**What to do:**
Copy each of the records exactly.

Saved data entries
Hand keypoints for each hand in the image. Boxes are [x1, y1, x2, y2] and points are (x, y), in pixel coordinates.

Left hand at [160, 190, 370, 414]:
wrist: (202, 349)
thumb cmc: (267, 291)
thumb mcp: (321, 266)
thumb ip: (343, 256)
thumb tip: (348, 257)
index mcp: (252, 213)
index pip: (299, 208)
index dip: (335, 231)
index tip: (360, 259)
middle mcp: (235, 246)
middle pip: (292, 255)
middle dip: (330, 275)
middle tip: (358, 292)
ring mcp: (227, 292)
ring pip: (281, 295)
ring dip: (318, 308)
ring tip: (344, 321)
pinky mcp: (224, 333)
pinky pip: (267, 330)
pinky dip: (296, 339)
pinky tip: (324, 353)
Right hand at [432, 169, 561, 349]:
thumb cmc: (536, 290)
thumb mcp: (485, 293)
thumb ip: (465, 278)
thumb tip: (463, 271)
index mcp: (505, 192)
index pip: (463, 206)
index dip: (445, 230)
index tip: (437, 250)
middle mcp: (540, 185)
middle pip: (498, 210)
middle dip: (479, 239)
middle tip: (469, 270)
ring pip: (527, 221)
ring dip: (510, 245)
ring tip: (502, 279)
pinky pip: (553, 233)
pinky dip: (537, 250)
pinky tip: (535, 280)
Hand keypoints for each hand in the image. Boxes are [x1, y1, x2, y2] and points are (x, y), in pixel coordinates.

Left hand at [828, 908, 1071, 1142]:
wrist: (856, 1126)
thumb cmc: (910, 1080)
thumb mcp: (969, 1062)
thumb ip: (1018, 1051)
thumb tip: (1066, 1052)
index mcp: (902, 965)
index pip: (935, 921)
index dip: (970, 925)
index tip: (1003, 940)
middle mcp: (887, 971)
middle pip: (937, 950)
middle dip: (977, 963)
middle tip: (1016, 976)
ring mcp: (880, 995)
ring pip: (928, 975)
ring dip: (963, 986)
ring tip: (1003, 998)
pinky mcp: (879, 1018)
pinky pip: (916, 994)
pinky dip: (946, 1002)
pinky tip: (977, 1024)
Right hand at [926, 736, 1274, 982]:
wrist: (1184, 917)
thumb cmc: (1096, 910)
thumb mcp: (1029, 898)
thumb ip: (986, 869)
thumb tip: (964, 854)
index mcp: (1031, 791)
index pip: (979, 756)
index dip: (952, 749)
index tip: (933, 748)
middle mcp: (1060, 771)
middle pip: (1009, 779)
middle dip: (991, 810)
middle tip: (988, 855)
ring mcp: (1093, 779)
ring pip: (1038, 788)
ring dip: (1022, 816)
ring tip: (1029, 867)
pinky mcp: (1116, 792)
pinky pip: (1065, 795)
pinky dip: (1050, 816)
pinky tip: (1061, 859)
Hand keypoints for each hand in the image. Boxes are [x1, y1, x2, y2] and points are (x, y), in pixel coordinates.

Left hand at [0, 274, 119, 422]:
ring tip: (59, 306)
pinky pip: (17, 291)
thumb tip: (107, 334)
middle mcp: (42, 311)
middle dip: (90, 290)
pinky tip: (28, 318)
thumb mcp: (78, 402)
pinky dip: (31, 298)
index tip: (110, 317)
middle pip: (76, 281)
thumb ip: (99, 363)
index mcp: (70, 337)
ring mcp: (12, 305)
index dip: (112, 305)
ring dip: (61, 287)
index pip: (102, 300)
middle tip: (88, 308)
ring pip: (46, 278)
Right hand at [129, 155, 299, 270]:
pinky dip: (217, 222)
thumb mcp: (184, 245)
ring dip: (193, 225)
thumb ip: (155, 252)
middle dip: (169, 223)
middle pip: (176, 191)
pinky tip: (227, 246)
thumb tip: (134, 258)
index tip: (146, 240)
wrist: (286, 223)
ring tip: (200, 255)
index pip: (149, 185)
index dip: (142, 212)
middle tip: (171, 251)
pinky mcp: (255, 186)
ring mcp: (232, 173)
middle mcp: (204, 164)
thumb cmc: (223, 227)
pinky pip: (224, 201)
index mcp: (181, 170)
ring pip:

**Task output:**
Hand keypoints for each hand in the image. Boxes are [x1, y1, x2, y2] and points are (x, y), in pixel coordinates.

Left hand at [160, 190, 370, 414]:
wrist: (202, 349)
thumb cmc: (267, 291)
thumb mcp: (321, 266)
thumb ip: (343, 256)
thumb tip: (348, 257)
index mcp: (252, 213)
index pip: (299, 208)
index dip: (335, 231)
index tip: (360, 259)
middle mcp: (235, 246)
middle pip: (292, 255)
middle dip: (330, 275)
middle tip: (358, 292)
ring mcp: (227, 292)
ring pip: (281, 295)
ring dip: (318, 308)
ring tip: (344, 321)
pinky mcp: (224, 333)
pinky pip: (267, 330)
pinky dip: (296, 339)
pinky tip: (324, 353)
Right hand at [432, 169, 561, 349]:
thumb cmc: (536, 290)
thumb mcp: (485, 293)
thumb ip: (465, 278)
thumb tip: (463, 271)
index mcp: (505, 192)
index pip: (463, 206)
index dip: (445, 230)
index tip: (437, 250)
middle mcp: (540, 185)
middle pip: (498, 210)
middle dip: (479, 239)
middle tip: (469, 270)
ring pip: (527, 221)
ring dip: (510, 245)
ring tip: (502, 279)
pinky pip: (553, 233)
pinky dip: (537, 250)
pinky tip: (535, 280)
Hand keypoints for each hand in the image. Boxes are [x1, y1, x2, y2] and points are (x, y), in pixel coordinates.

Left hand at [828, 908, 1071, 1142]:
wrist: (856, 1126)
thumb cmc: (910, 1080)
thumb mcp: (969, 1062)
thumb ip: (1018, 1051)
thumb tip: (1066, 1052)
index mcp: (902, 965)
index pip: (935, 921)
index dip: (970, 925)
index tip: (1003, 940)
middle mcp: (887, 971)
middle pip: (937, 950)
middle dip: (977, 963)
middle tip: (1016, 976)
ring mcp: (880, 995)
ring pip: (928, 975)
ring dip: (963, 986)
ring tip: (1003, 998)
pinky mcp: (879, 1018)
pinky pip: (916, 994)
pinky dip: (946, 1002)
pinky tip: (977, 1024)
Right hand at [926, 736, 1274, 982]:
wrist: (1184, 917)
thumb cmc: (1096, 910)
thumb mcp: (1029, 898)
thumb ip: (986, 869)
thumb tip: (964, 854)
index mcp: (1031, 791)
index pip: (979, 756)
index dip: (952, 749)
index tip: (933, 748)
middle mcp: (1060, 771)
middle pip: (1009, 779)
middle dip: (991, 810)
middle tip: (988, 855)
ring mcp: (1093, 779)
ring pip: (1038, 788)
ring dip: (1022, 816)
ring tip: (1029, 867)
pinky mcp: (1116, 792)
pinky pip: (1065, 795)
pinky dip: (1050, 816)
pinky tip: (1061, 859)
Hand keypoints for each hand in the image. Boxes are [x1, y1, x2, y2] and points are (x, y), in pixel coordinates.

Left hand at [0, 274, 119, 422]:
ring tip: (59, 306)
pinky pip: (17, 291)
thumb tip: (107, 334)
middle mcp: (42, 311)
middle dip: (90, 290)
pinky tip: (28, 318)
thumb mcp: (78, 402)
pinky dip: (31, 298)
index tip: (110, 317)
middle pip: (76, 281)
thumb ip: (99, 363)
index mcp: (70, 337)
ring mcp: (12, 305)
index dip: (112, 305)
ring dip: (61, 287)
index pip: (102, 300)
middle tip: (88, 308)
ring pip: (46, 278)
Right hand at [129, 155, 299, 270]:
pinky dip: (217, 222)
thumb mcp: (184, 245)
ring dip: (193, 225)
thumb ip: (155, 252)
middle dip: (169, 223)
middle pip: (176, 191)
pinky tip: (227, 246)
thumb tip: (134, 258)
index tip: (146, 240)
wrist: (286, 223)
ring tip: (200, 255)
index pip: (149, 185)
index dip: (142, 212)
middle tip: (171, 251)
pinky mcp: (255, 186)
ring mcp: (232, 173)
middle mcp: (204, 164)
thumb cmc: (223, 227)
pinky pip: (224, 201)
index mcp: (181, 170)
ring pip:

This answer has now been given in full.